┌─ Dataset

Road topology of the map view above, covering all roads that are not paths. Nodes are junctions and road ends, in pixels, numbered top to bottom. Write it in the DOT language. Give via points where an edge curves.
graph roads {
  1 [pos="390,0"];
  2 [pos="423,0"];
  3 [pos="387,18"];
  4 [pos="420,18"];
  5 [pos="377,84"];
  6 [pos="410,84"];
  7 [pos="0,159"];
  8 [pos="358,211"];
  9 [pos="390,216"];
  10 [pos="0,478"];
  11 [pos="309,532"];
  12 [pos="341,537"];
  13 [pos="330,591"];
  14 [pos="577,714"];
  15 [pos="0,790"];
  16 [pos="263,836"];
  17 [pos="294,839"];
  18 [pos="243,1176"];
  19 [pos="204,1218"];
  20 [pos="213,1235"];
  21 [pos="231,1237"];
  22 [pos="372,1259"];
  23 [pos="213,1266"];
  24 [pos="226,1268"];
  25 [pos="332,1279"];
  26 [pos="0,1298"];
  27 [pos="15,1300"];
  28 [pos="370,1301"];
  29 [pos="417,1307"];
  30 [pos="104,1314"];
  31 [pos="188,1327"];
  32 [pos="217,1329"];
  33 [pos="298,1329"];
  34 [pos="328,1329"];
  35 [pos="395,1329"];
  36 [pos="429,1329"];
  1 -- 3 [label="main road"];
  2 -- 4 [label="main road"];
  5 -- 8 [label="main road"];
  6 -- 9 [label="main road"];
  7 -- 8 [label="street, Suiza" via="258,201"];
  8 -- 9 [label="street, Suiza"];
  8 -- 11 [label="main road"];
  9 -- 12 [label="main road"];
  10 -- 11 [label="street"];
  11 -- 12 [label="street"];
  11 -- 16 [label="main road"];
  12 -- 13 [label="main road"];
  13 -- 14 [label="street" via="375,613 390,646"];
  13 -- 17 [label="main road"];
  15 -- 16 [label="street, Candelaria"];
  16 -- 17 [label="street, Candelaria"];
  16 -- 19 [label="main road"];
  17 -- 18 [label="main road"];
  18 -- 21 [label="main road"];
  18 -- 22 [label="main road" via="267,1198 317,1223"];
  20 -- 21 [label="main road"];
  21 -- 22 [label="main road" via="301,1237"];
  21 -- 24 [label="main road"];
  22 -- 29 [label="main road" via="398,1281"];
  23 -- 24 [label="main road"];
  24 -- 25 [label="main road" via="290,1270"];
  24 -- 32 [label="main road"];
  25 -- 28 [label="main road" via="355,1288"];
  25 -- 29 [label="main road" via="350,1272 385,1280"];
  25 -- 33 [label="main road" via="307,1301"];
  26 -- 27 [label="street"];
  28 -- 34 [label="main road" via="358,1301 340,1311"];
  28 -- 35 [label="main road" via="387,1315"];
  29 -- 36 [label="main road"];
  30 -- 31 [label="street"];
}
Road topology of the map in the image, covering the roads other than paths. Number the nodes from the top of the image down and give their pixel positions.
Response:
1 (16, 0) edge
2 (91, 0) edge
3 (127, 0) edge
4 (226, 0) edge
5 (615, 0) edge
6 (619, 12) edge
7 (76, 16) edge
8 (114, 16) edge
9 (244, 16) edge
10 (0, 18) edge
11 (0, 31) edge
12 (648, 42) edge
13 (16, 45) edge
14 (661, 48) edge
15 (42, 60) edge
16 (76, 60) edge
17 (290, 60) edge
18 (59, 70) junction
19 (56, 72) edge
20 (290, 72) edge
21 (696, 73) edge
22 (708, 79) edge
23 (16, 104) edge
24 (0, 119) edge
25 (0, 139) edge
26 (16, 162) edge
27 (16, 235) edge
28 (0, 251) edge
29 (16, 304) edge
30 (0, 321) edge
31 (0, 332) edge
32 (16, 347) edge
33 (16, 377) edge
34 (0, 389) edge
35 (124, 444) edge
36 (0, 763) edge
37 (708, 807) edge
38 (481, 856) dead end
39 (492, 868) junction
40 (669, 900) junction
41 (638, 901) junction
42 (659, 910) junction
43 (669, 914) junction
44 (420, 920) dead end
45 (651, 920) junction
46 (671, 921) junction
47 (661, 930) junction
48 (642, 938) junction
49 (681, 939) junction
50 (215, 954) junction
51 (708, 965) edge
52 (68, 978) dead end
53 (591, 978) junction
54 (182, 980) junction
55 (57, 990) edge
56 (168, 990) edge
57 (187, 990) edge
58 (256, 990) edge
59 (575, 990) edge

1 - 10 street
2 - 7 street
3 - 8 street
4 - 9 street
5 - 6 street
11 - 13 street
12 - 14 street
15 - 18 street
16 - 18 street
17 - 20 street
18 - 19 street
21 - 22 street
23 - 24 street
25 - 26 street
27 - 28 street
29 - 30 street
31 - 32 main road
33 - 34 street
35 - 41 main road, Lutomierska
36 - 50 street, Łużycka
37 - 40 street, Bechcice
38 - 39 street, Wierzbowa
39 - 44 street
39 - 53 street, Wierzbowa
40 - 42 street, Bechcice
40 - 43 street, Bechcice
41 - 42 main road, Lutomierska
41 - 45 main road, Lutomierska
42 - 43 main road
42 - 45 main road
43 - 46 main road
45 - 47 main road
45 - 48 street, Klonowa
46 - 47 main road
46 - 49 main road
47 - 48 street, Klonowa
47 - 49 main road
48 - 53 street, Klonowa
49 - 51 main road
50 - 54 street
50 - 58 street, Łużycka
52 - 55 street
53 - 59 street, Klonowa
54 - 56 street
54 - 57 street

└─

Exercise prompt
All records shown above are to be given again verbatim.

Result
Road topology of the map view above, covering all roads that are not paths. Nodes are junctions and road ends, in pixels, numbered top to bottom. Write it in the DOT language. Give via points where an edge curves.
graph roads {
  1 [pos="390,0"];
  2 [pos="423,0"];
  3 [pos="387,18"];
  4 [pos="420,18"];
  5 [pos="377,84"];
  6 [pos="410,84"];
  7 [pos="0,159"];
  8 [pos="358,211"];
  9 [pos="390,216"];
  10 [pos="0,478"];
  11 [pos="309,532"];
  12 [pos="341,537"];
  13 [pos="330,591"];
  14 [pos="577,714"];
  15 [pos="0,790"];
  16 [pos="263,836"];
  17 [pos="294,839"];
  18 [pos="243,1176"];
  19 [pos="204,1218"];
  20 [pos="213,1235"];
  21 [pos="231,1237"];
  22 [pos="372,1259"];
  23 [pos="213,1266"];
  24 [pos="226,1268"];
  25 [pos="332,1279"];
  26 [pos="0,1298"];
  27 [pos="15,1300"];
  28 [pos="370,1301"];
  29 [pos="417,1307"];
  30 [pos="104,1314"];
  31 [pos="188,1327"];
  32 [pos="217,1329"];
  33 [pos="298,1329"];
  34 [pos="328,1329"];
  35 [pos="395,1329"];
  36 [pos="429,1329"];
  1 -- 3 [label="main road"];
  2 -- 4 [label="main road"];
  5 -- 8 [label="main road"];
  6 -- 9 [label="main road"];
  7 -- 8 [label="street, Suiza" via="258,201"];
  8 -- 9 [label="street, Suiza"];
  8 -- 11 [label="main road"];
  9 -- 12 [label="main road"];
  10 -- 11 [label="street"];
  11 -- 12 [label="street"];
  11 -- 16 [label="main road"];
  12 -- 13 [label="main road"];
  13 -- 14 [label="street" via="375,613 390,646"];
  13 -- 17 [label="main road"];
  15 -- 16 [label="street, Candelaria"];
  16 -- 17 [label="street, Candelaria"];
  16 -- 19 [label="main road"];
  17 -- 18 [label="main road"];
  18 -- 21 [label="main road"];
  18 -- 22 [label="main road" via="267,1198 317,1223"];
  20 -- 21 [label="main road"];
  21 -- 22 [label="main road" via="301,1237"];
  21 -- 24 [label="main road"];
  22 -- 29 [label="main road" via="398,1281"];
  23 -- 24 [label="main road"];
  24 -- 25 [label="main road" via="290,1270"];
  24 -- 32 [label="main road"];
  25 -- 28 [label="main road" via="355,1288"];
  25 -- 29 [label="main road" via="350,1272 385,1280"];
  25 -- 33 [label="main road" via="307,1301"];
  26 -- 27 [label="street"];
  28 -- 34 [label="main road" via="358,1301 340,1311"];
  28 -- 35 [label="main road" via="387,1315"];
  29 -- 36 [label="main road"];
  30 -- 31 [label="street"];
}
Road topology of the map in the image, covering the roads other than paths. Number the nodes from the top of the image down and give their pixel positions.
Response:
1 (16, 0) edge
2 (91, 0) edge
3 (127, 0) edge
4 (226, 0) edge
5 (615, 0) edge
6 (619, 12) edge
7 (76, 16) edge
8 (114, 16) edge
9 (244, 16) edge
10 (0, 18) edge
11 (0, 31) edge
12 (648, 42) edge
13 (16, 45) edge
14 (661, 48) edge
15 (42, 60) edge
16 (76, 60) edge
17 (290, 60) edge
18 (59, 70) junction
19 (56, 72) edge
20 (290, 72) edge
21 (696, 73) edge
22 (708, 79) edge
23 (16, 104) edge
24 (0, 119) edge
25 (0, 139) edge
26 (16, 162) edge
27 (16, 235) edge
28 (0, 251) edge
29 (16, 304) edge
30 (0, 321) edge
31 (0, 332) edge
32 (16, 347) edge
33 (16, 377) edge
34 (0, 389) edge
35 (124, 444) edge
36 (0, 763) edge
37 (708, 807) edge
38 (481, 856) dead end
39 (492, 868) junction
40 (669, 900) junction
41 (638, 901) junction
42 (659, 910) junction
43 (669, 914) junction
44 (420, 920) dead end
45 (651, 920) junction
46 (671, 921) junction
47 (661, 930) junction
48 (642, 938) junction
49 (681, 939) junction
50 (215, 954) junction
51 (708, 965) edge
52 (68, 978) dead end
53 (591, 978) junction
54 (182, 980) junction
55 (57, 990) edge
56 (168, 990) edge
57 (187, 990) edge
58 (256, 990) edge
59 (575, 990) edge

1 - 10 street
2 - 7 street
3 - 8 street
4 - 9 street
5 - 6 street
11 - 13 street
12 - 14 street
15 - 18 street
16 - 18 street
17 - 20 street
18 - 19 street
21 - 22 street
23 - 24 street
25 - 26 street
27 - 28 street
29 - 30 street
31 - 32 main road
33 - 34 street
35 - 41 main road, Lutomierska
36 - 50 street, Łużycka
37 - 40 street, Bechcice
38 - 39 street, Wierzbowa
39 - 44 street
39 - 53 street, Wierzbowa
40 - 42 street, Bechcice
40 - 43 street, Bechcice
41 - 42 main road, Lutomierska
41 - 45 main road, Lutomierska
42 - 43 main road
42 - 45 main road
43 - 46 main road
45 - 47 main road
45 - 48 street, Klonowa
46 - 47 main road
46 - 49 main road
47 - 48 street, Klonowa
47 - 49 main road
48 - 53 street, Klonowa
49 - 51 main road
50 - 54 street
50 - 58 street, Łużycka
52 - 55 street
53 - 59 street, Klonowa
54 - 56 street
54 - 57 street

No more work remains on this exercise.